Dataset entries:
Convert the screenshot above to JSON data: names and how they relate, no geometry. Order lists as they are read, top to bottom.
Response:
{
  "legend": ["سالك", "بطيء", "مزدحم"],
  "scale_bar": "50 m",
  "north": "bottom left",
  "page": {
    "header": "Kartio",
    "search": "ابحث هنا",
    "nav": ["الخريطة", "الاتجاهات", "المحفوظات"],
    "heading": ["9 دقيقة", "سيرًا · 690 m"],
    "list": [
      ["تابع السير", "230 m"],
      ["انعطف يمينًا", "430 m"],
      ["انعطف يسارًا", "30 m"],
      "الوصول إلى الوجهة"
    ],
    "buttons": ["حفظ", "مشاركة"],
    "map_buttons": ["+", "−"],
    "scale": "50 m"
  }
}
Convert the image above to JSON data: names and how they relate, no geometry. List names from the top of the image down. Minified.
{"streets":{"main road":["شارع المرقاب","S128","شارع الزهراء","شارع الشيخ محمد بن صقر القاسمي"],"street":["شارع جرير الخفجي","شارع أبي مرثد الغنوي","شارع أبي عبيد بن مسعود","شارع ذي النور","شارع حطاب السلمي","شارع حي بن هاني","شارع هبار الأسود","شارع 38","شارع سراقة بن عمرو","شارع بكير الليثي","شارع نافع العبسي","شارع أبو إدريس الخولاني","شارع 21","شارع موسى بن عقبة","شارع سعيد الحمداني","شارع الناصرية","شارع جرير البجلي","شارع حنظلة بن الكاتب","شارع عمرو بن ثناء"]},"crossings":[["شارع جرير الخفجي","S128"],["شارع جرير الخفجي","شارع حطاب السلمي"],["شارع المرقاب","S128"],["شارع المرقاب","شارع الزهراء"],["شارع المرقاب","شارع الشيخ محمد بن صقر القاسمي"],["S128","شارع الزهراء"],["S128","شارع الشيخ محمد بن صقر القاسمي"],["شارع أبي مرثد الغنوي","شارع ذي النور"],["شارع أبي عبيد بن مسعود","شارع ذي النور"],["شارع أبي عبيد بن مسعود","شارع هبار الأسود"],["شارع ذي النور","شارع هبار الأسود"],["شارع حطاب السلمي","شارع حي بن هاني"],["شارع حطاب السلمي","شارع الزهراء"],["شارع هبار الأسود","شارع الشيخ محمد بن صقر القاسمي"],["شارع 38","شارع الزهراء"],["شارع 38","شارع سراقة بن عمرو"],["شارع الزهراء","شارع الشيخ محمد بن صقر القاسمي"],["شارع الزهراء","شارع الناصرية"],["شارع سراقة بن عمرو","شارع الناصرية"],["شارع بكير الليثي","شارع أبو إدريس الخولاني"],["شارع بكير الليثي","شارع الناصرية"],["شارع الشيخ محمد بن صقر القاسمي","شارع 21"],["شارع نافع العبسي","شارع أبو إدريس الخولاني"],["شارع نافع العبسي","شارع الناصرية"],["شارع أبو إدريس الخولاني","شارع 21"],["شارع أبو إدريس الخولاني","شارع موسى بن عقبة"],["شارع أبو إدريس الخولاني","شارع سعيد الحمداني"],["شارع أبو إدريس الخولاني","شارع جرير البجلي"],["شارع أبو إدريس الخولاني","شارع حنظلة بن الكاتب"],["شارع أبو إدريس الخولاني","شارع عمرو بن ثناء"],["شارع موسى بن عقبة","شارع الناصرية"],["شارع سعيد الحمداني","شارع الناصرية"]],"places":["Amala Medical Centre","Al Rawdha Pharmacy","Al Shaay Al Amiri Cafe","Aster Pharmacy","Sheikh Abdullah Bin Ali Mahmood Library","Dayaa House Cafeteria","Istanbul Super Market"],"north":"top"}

## [Activity]
Work out how many lines of the data above hold the word "Convert", and write only the count.

## [Solution to the problem]
2